__Problem description__. Search the data for the string "四腳亭坑路" and gather each line it is in.

[Stored entries]
◇ ◇ ◇
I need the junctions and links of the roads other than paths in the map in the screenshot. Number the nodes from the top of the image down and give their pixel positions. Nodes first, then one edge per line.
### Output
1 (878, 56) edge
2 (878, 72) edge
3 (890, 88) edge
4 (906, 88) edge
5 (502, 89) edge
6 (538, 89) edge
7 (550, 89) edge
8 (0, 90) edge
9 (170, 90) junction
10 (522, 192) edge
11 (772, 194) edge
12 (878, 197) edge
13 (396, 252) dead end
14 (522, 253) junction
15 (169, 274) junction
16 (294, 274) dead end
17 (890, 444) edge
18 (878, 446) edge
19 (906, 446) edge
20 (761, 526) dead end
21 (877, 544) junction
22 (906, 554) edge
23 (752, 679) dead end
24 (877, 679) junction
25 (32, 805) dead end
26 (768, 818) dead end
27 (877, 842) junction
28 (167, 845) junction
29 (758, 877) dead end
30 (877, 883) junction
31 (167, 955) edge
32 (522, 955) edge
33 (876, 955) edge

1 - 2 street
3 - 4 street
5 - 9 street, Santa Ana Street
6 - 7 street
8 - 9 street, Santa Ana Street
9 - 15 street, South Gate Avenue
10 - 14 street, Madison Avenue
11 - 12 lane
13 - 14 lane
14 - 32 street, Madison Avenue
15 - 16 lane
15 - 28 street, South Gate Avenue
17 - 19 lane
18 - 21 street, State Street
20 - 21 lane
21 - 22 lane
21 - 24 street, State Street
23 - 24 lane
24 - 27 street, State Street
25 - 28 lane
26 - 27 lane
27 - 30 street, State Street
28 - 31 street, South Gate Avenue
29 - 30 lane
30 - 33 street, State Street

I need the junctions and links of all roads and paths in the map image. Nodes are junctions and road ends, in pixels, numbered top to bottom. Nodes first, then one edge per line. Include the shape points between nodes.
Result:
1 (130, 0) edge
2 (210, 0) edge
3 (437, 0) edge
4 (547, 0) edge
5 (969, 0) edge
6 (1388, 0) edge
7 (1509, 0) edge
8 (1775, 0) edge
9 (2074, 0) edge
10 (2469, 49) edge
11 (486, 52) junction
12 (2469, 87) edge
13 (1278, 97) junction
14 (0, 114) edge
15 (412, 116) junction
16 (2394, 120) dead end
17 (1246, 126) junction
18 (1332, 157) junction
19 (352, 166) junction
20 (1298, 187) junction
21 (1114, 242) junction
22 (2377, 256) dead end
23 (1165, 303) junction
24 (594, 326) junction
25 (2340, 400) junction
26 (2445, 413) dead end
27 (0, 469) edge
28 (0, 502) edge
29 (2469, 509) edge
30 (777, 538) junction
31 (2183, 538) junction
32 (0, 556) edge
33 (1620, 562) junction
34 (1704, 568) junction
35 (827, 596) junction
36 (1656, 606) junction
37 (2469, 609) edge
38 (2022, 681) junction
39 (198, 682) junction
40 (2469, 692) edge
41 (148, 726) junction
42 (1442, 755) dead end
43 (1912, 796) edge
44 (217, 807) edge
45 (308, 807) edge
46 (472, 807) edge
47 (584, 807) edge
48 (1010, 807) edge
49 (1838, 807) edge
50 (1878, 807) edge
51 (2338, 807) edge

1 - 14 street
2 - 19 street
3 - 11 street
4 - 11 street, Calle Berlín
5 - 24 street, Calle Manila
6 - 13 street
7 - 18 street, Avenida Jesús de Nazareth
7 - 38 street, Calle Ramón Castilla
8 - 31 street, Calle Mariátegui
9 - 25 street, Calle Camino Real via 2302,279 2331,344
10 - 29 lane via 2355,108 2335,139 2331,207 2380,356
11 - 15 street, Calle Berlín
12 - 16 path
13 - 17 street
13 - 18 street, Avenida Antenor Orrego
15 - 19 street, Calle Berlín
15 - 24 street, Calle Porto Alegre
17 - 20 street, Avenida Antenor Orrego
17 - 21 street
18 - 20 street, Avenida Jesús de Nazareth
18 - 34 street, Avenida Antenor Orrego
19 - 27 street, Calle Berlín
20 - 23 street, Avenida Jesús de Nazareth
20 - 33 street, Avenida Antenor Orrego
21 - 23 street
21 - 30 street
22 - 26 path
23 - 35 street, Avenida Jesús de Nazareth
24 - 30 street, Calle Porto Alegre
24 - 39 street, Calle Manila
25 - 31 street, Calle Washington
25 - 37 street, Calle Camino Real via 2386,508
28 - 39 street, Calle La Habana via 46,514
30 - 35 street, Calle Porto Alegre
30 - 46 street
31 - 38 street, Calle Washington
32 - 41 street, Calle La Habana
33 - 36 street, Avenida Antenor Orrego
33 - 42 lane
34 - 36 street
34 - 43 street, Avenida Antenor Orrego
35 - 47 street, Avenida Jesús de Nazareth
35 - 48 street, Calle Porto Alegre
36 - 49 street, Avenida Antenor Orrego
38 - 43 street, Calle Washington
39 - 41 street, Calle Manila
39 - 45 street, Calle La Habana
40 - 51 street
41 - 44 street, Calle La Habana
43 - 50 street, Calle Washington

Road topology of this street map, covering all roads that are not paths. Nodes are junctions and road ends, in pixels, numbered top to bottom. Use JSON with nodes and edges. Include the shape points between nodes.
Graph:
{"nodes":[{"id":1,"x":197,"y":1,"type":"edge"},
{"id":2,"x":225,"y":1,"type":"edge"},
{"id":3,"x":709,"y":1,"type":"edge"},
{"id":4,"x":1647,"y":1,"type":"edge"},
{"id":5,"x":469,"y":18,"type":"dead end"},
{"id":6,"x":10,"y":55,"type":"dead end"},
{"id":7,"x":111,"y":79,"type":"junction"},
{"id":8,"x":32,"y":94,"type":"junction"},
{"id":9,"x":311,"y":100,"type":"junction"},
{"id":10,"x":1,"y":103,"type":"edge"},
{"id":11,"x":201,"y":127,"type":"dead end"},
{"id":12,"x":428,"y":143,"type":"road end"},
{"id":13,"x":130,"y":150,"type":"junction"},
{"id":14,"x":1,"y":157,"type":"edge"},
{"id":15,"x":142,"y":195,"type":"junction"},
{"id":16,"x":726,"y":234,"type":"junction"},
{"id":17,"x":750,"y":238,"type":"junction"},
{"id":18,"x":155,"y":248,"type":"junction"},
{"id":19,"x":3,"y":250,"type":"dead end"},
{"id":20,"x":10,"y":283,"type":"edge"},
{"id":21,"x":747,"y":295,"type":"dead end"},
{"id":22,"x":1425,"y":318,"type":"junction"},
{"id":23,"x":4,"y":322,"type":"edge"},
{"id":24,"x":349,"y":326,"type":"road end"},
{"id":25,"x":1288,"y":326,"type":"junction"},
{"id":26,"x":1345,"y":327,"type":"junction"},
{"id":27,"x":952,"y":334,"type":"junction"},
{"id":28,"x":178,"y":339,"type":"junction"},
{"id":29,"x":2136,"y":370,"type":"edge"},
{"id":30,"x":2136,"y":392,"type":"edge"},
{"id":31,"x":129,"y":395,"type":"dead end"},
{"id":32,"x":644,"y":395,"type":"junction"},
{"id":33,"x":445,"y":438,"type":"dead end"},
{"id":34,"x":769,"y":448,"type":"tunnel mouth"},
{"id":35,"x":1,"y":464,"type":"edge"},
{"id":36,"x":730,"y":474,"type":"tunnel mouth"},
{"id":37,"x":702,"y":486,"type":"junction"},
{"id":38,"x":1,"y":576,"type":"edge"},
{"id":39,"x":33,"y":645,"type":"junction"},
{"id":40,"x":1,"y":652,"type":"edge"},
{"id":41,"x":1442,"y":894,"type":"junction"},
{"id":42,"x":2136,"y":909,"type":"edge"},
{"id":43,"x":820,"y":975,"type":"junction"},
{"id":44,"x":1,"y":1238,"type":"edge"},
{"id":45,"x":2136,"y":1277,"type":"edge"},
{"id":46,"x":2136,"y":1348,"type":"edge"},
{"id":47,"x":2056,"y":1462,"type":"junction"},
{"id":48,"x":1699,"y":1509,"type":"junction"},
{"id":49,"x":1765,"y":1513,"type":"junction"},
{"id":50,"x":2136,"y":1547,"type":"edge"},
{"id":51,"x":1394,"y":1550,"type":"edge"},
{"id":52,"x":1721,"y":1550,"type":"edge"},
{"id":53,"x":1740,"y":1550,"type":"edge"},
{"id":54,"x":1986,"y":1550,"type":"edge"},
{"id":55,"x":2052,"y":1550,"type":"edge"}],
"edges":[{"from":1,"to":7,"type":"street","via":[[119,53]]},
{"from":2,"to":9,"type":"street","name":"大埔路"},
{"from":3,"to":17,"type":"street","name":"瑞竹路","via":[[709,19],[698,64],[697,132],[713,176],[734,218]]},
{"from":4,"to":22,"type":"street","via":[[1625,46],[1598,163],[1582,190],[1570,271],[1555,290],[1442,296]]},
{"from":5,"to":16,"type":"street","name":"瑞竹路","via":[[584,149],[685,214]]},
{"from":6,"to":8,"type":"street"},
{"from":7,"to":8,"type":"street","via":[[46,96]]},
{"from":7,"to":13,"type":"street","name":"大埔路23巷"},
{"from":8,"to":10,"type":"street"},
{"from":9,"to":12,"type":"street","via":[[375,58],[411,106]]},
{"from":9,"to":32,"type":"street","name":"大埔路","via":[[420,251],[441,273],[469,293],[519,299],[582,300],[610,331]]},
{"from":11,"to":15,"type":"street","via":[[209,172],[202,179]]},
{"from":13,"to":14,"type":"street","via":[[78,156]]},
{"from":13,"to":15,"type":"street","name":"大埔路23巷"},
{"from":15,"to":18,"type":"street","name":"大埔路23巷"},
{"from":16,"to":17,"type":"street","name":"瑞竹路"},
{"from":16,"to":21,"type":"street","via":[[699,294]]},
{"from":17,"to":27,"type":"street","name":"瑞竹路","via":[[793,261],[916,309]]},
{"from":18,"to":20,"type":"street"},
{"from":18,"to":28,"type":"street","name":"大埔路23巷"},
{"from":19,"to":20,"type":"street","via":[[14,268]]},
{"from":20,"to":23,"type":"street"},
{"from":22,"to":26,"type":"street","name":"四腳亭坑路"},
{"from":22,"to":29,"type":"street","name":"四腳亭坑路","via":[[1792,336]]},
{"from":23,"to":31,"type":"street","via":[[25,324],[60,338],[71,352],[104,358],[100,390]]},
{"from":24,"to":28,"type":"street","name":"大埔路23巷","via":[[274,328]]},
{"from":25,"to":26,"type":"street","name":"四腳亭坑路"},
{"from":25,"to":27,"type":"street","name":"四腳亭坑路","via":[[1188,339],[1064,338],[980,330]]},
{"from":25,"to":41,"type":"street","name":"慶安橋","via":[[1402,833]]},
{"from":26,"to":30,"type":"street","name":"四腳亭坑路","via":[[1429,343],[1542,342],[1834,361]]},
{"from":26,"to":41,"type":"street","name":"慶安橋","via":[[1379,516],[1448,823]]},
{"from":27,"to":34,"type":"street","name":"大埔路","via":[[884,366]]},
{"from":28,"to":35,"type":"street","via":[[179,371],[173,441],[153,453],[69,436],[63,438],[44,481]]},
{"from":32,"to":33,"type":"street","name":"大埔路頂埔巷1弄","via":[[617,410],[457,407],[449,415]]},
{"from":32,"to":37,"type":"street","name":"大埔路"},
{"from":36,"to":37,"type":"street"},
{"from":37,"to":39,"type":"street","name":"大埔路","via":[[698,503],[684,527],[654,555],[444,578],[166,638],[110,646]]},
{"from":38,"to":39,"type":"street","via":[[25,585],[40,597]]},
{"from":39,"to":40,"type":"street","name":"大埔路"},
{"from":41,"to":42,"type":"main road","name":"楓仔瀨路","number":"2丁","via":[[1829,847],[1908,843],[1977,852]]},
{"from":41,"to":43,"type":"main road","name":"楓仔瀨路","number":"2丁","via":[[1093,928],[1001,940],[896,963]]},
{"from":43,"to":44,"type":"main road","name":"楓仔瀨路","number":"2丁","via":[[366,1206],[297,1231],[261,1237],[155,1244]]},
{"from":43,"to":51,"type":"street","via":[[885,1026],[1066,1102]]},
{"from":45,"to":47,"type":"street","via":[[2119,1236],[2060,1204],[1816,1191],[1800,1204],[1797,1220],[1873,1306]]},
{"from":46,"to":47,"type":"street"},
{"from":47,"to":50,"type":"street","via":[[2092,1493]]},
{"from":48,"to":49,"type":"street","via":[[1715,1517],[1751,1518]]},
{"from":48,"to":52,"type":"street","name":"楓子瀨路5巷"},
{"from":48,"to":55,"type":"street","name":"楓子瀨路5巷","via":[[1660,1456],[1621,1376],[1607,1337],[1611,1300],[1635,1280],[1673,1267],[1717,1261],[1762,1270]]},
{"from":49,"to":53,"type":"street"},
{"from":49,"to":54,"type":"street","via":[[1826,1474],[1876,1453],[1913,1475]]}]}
◇ ◇ ◇
__Your response__.
{"from":22,"to":26,"type":"street","name":"四腳亭坑路"},
{"from":22,"to":29,"type":"street","name":"四腳亭坑路","via":[[1792,336]]},
{"from":25,"to":26,"type":"street","name":"四腳亭坑路"},
{"from":25,"to":27,"type":"street","name":"四腳亭坑路","via":[[1188,339],[1064,338],[980,330]]},
{"from":26,"to":30,"type":"street","name":"四腳亭坑路","via":[[1429,343],[1542,342],[1834,361]]},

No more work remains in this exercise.